On appeal, Family Dollar challenges
the decision on four grounds. First, it argues the medical evidence compels a
finding Cook did not suffer an injury as defined by the Act. Second, it asserts
the ALJ's determination Cook is permanently totally disabled is not supported
by substantial evidence. Third, it contends the ALJ did not set forth
sufficient findings of fact to support a determination of permanent total
disability. Finally, Family Dollar maintains the ALJ relied upon a “factually
incorrect impairment rating.”
The Form 101 alleges Cook injured her
low back and left hip on August 13, 2011, in the following manner:
"Mrs.
Cook was on a ladder, stocking shelves. A customer asked her a question and as
she turned around her left hip popped."
Significantly, the December 3, 2013,
Benefit Review Conference ("BRC") order lists the following
stipulation: "Plaintiff sustained a work-related injury or injuries on
8-13-2011." The BRC order lists the
following contested issues: benefits per KRS 342.730; injury as defined by the
Act; medical benefits; and permanent total disability.

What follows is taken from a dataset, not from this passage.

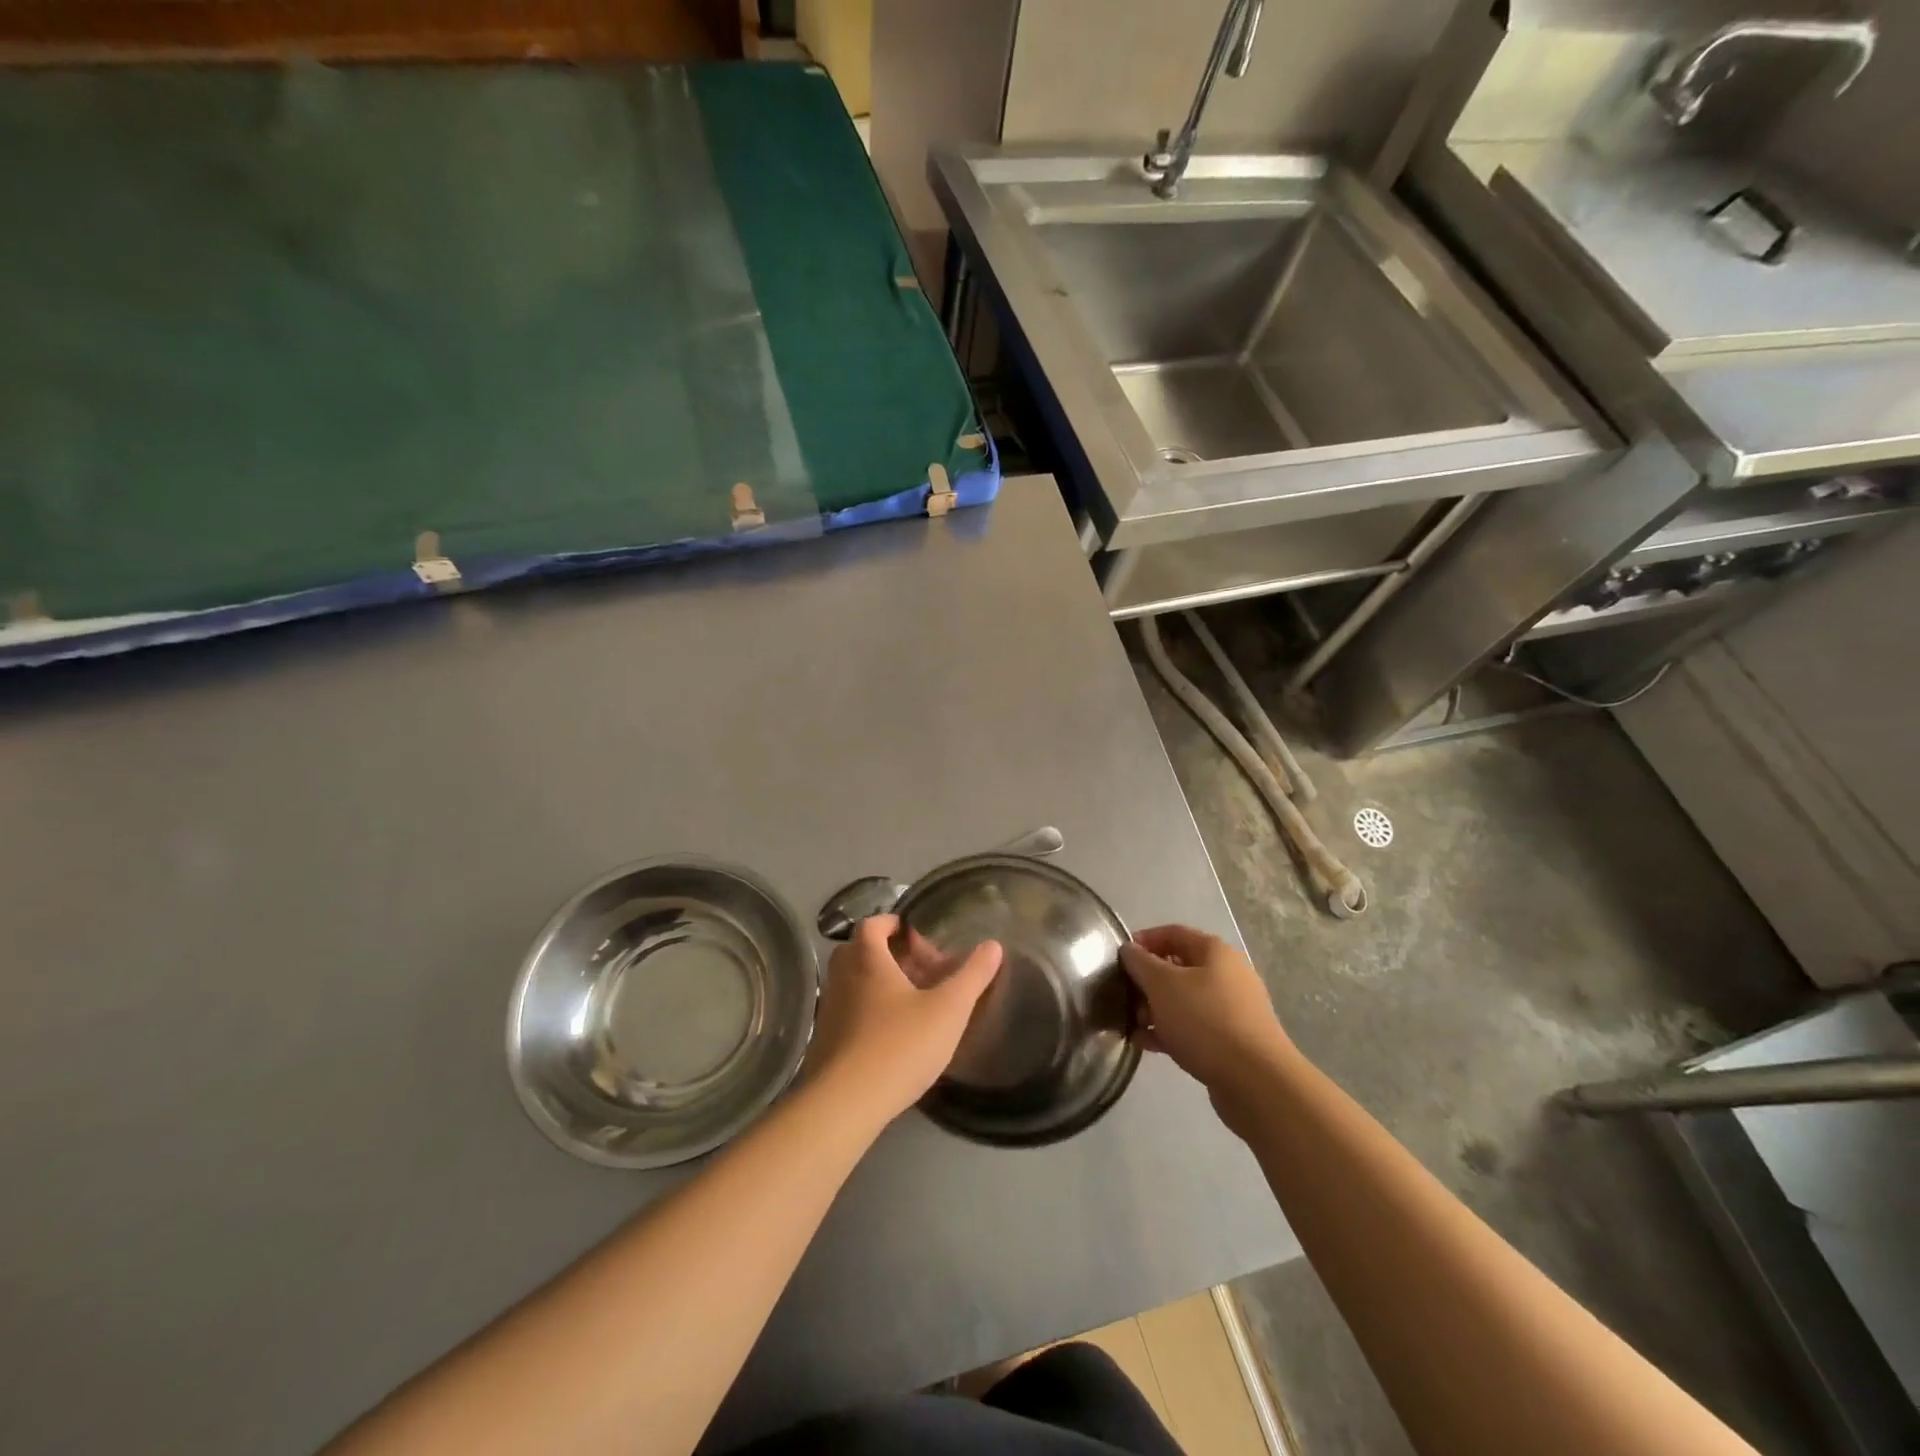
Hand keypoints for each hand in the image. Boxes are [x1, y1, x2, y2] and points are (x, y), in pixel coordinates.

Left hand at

Family Dollar claims objective medical
evidence does not establish Cook sustained an injury as defined by the Act;
therefore, the claim should have been dismissed.
Significantly, Family Dollar
stipulated Cook sustained a work-related injury on August 13, 2011. Pursuant to
803 KAR 25:010 Section 16(2), Family Dollar did not request relief from this
stipulation; therefore, it is disingenuous for Family Dollar to now assert
objective medical evidence does not support the finding Cook sustained an
injury as defined by the Act.
Assuming, arguendo, Family Dollar had secured relief from this stipulation,
the ALJ stated in the January 15, 2014, Opinion, Order, and Award that he
relied upon the opinions of Dr. James Owen and Dr. Gregory Snider in determining
Cook sustained a work-related injury as defined by the Act.
In his August 16, 2013, report, Dr.
Owen diagnosed the following:
1. Chronic pain. I think it is probably of two origins, perhaps
three. She clearly is tender in the area where one would suspect an abdominal
wall hernia that has gone underneath the femoral ligament, which is typical for
a female distribution. She clearly needs [sic] CT scan to rule that out. I did
not see a definitive report from the contrast MRI on chart, but my suspicion is
that it did not get high enough to involve the area of concern.
2. I do think she has SI joint vs. piriformis abnormality there.
The piriformis has not been addressed to this point either, and she did have
some tenderness and weakness to her piriformis testing.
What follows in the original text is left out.